# What lathe do you use?



## Rockytime (Jun 3, 2015)

I'm familiar with the Jets, Rikons and Novas but there are lots of other lathes that the pen turners use. I'm curious as to what they are. I purchased a 
Record Power which I only used for a short time until I discovered the disadvantages of the #1MT. I sold it for a loss. I used it for a short time as a buffing station but it took more room than I could afford to give up. I then tried to purchase a 10X15 Rikon from our local Woodcraft but they were out of stock and did not know when the next shipment would arrive. I then purchased a Woodtek from Woodworker's Supply, Inc. Far as I have been able to determine I must have the only one on this site. It is significantly heavier than the 10X15 Jet. and is a 10X17. It's speeds are 500 to 3975 rpm. Due to it's extra weight it is very smooth and vibration free. Belt changing is manual. VS would be preferred if it were belt-less and totally electronic. The size fits the things I make.


----------



## flyitfast (Jun 3, 2015)

The use of a lathe depends on what you plan to turn.  I started turning pens on a Jet 12-20, non VS lathe and it worked very well.  I was able to turn small bowls, bottle stoppers and other mid sized items.
However, I wanted to turn bigger bowls and platters and was, happily, talked into a Robust Sweet 16 while I was at SWAT.  It is great for smaller items, and really great for larger items.  Never regretted it.
Still have the Jet and it works well for drilling, buffing, and the occasional smaller items.
gordon


----------



## wyone (Jun 3, 2015)

I have a Jet 1014..  not variable speed..  but mostly because I found it on Craigslist for $100.  It has been great so far, but of course I want new and more features.  LOL


----------



## MarkD (Jun 3, 2015)

Powermatic 3520B...yup I turn other things besides pens!


----------



## Nikitas (Jun 3, 2015)

I use a Rikon 70-100. Love it...


----------



## 79spitfire (Jun 3, 2015)

Started with a Harbor Freight 8X12 VS. Have been using a Delta 46-111 that I inherited from my father. I fitted it with a variable speed sewing machine motor making it very convenient, but I need to work on the mount, it vibrates a bit.


----------



## Edgar (Jun 3, 2015)

I have an Excelsior from Rockler - it's a 10x18 and identical to one that HF sells in a different color. It's been just fine for everything I've tried to do so far. I may want to get a larger one with VS someday, but this is all I need for now.


----------



## Fay Prozora (Jun 3, 2015)

I have the Rockler Excelsior mini lathe.  I make things other than pens but small items. I don't think I'm ready to turn a big bowl or any thing like that but I can make salt and pepper mils on it. I haven't tried those as yet but want to one day. Your lathe looks nice and sturdy and heavy.. Good luck with it.. It looks like it turns smooth too... Fay


----------



## Rob183 (Jun 3, 2015)

I have a Turncrafter Plus that I picked up from Penn State Industries several years ago. Variable speed and has been great to get started on.


----------



## its_virgil (Jun 3, 2015)

powermatic 3520B and jet 1014VS
Don


----------



## Dale Lynch (Jun 3, 2015)

Vicmarc vl200


----------



## BSea (Jun 3, 2015)

Currently, I have a Delta 46-460.  The electrician comes Monday to put in my 220 for a powermatic 3520b that I'm ordering as soon as it goes on sale.  I may keep the Delta for buffing, and for when others come to play.  I haven't decided yet.

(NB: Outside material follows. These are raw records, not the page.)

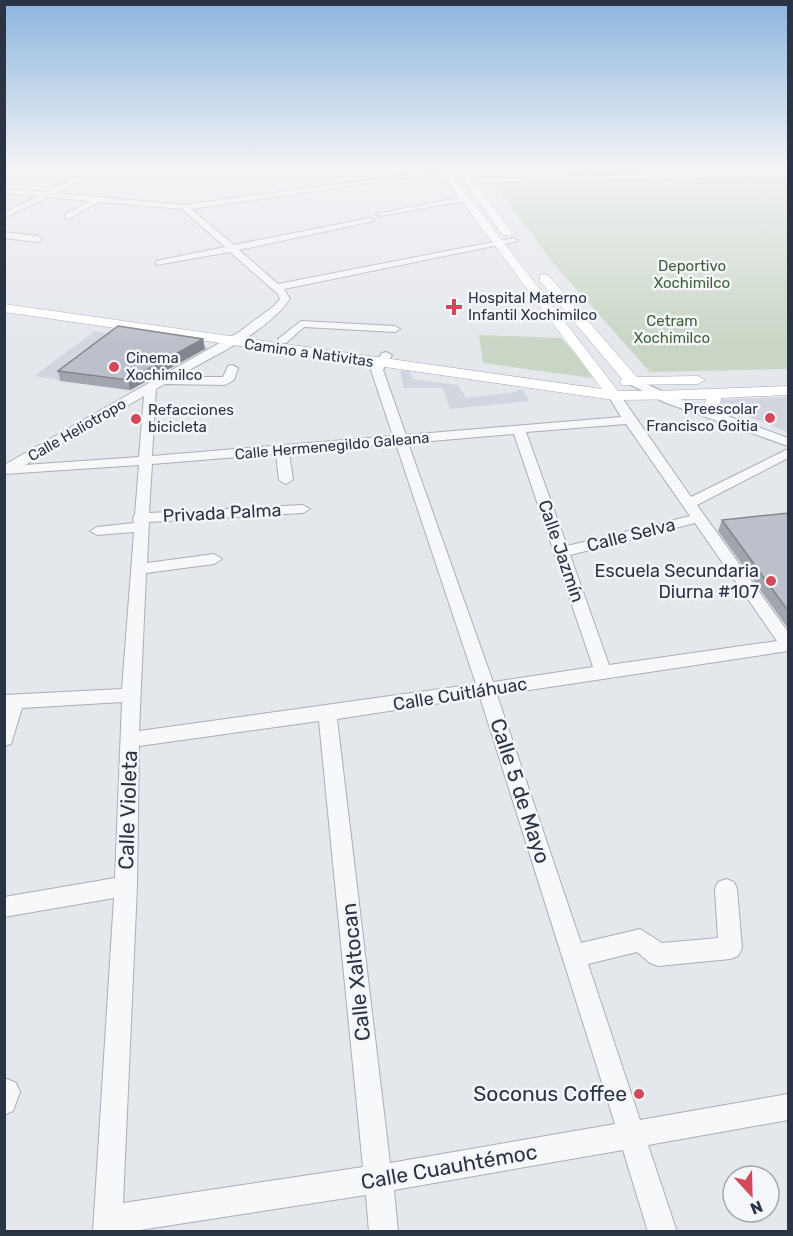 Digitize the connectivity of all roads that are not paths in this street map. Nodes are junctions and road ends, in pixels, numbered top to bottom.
1 (207, 227) edge
2 (342, 227) edge
3 (485, 227) edge
4 (503, 227) edge
5 (4, 236) edge
6 (38, 239) dead end
7 (514, 241) junction
8 (498, 244) junction
9 (233, 249) junction
10 (159, 263) dead end
11 (548, 283) junction
12 (531, 284) junction
13 (277, 287) junction
14 (4, 297) edge
15 (4, 308) edge
16 (572, 311) junction
17 (553, 312) junction
18 (395, 329) dead end
19 (243, 334) junction
20 (230, 341) junction
21 (282, 341) junction
22 (383, 359) junction
23 (232, 368) dead end
24 (789, 377) edge
25 (162, 380) junction
26 (633, 382) junction
27 (150, 388) junction
28 (611, 389) junction
29 (789, 392) edge
30 (714, 394) junction
31 (657, 396) junction
32 (719, 415) junction
33 (629, 420) junction
34 (519, 430) junction
35 (401, 440) junction
36 (789, 442) edge
37 (282, 450) junction
38 (789, 453) edge
39 (145, 461) junction
40 (6, 470) edge
41 (286, 480) dead end
42 (689, 503) junction
43 (303, 509) dead end
44 (699, 518) junction
45 (140, 522) junction
46 (97, 531) dead end
47 (562, 552) junction
48 (214, 560) dead end
49 (138, 569) junction
50 (789, 645) edge
51 (603, 672) junction
52 (487, 690) junction
53 (131, 695) junction
54 (9, 702) edge
55 (327, 713) junction
56 (4, 739) edge
57 (131, 740) junction
58 (126, 886) junction
59 (726, 889) dead end
60 (4, 907) edge
61 (574, 956) junction
62 (789, 1107) edge
63 (630, 1135) junction
64 (379, 1179) junction
65 (107, 1226) edge
66 (384, 1232) edge
67 (663, 1232) edge

1 - 9 street
2 - 9 street
3 - 8 main road
4 - 7 main road
5 - 6 street
7 - 8 street
7 - 11 main road
8 - 12 main road
8 - 13 street
9 - 10 street
9 - 13 street
11 - 12 main road
11 - 16 main road
12 - 17 main road
13 - 19 street, Calle Heliotropo
14 - 19 main road, Camino a Nativitas
15 - 20 main road, Camino a Nativitas
16 - 17 main road
16 - 26 main road
17 - 28 main road
18 - 21 street
19 - 20 street, Calle Heliotropo
19 - 21 main road, Camino a Nativitas
20 - 22 main road, Camino a Nativitas
20 - 25 street, Calle Heliotropo
21 - 22 main road, Camino a Nativitas
22 - 28 main road, Camino a Nativitas
22 - 35 street, Calle 5 de Mayo
23 - 25 street
24 - 26 main road
25 - 27 street, Calle Heliotropo
26 - 28 main road
26 - 31 street
27 - 39 street, Calle Violeta
27 - 40 street, Calle Heliotropo
28 - 31 main road
28 - 33 street
29 - 30 main road
30 - 31 main road
30 - 32 main road
31 - 32 street
32 - 36 street
33 - 34 street, Calle Hermenegildo Galeana
33 - 42 street
34 - 35 street, Calle Hermenegildo Galeana
34 - 47 street, Calle Jazmín
35 - 37 street, Calle Hermenegildo Galeana
35 - 52 street, Calle 5 de Mayo
37 - 39 street, Calle Hermenegildo Galeana
37 - 41 street
38 - 42 street, Calle Selva
39 - 40 street, Calle Hermenegildo Galeana
39 - 45 street, Calle Violeta
42 - 44 street
43 - 45 street, Privada Palma
44 - 47 street, Calle Selva
44 - 50 street
45 - 46 street, Privada Palma
45 - 49 street, Calle Violeta
47 - 51 street, Calle Jazmín
48 - 49 street
49 - 53 street, Calle Violeta
50 - 51 street, Calle Cuitláhuac
51 - 52 street, Calle Cuitláhuac
52 - 55 street, Calle Cuitláhuac
52 - 61 street, Calle 5 de Mayo
53 - 54 street
53 - 57 street, Calle Violeta
54 - 56 street
55 - 57 street, Calle Cuitláhuac
55 - 64 street, Calle Xaltocan
57 - 58 street, Calle Violeta
58 - 60 street
58 - 65 street, Calle Violeta
59 - 61 street
61 - 63 street, Calle 5 de Mayo
62 - 63 street, Calle Cuauhtémoc
63 - 64 street, Calle Cuauhtémoc
63 - 67 street, Calle 5 de Mayo
64 - 65 street, Calle Cuauhtémoc
64 - 66 street, Calle Xaltocan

EDIT:  I also have a Big Dog 7 X14 metal lathe.


----------



## plantman (Jun 3, 2015)

I have 3 machines at the present time I can turn things on. A Shop Smith for turning large or long objects inboard or outboard. Mostly it is set up with the drill press on one end and the band saw on the other. A VS Harbor Freight mini lathe that is used to drill blanks and turn mid sized objects. A Taig Micro Mini Metal lathe that I turn small wooden or metal objects on and 95% of my pens. I have interchangeable adapters that allow me to switch from one lathe to the other without having to remove my objects from the chucks and thus keep everything centered . Each lathe is generally set up to do a set task, saving me time in not having to retool for each step in the making of an object. I have a large one man shop (24 X 36 main room with a 12 X 14 finishing room), with most tools and benches mounted on wheels, and a large cement slab outside to spray and sand or do large and dusty work when weather permits. So, in my case, space is not an object. All lathes do very well in the job they were designed for.   Jim  S


----------



## pfbarney (Jun 3, 2015)

My first lathe was a Craigslist HF POS that was almost enough to make me never want to turn anything.  Then I got an Excelsior from Rockler and loved it.  Still turn on it for pens, seam rippers and small items.  My other lathe is a Nova 1624-44 which I absolutely love.  I have the bed extension as well as the outboard turning attachment which has been used on a few different large projects.  One of these days I will have a Robust American Beauty, but for now I'm very happy.


----------



## DLGunn (Jun 4, 2015)

Rikon 70-050VS. I used to have a Jet 1014, non VS. I much prefer the Rikon.


----------



## Ross (Jun 4, 2015)

I have a Delta 46-60 and an Oliver which was constructed in 1934 (aprox) based on the serial number.  I like the Delta because it is variable speed and great for small turnings like pens.  The Oliver is extremely heavy and has grease zerts so it has to be lubed occasionally.  It is smooth running and works well.


----------



## mecompco (Jun 4, 2015)

Ross said:


> I have a Delta 46-60 and an Oliver which was constructed in 1934 (aprox) based on the serial number.  I like the Delta because it is variable speed and great for small turnings like pens.  The Oliver is extremely heavy and has grease zerts so it has to be lubed occasionally.  It is smooth running and works well.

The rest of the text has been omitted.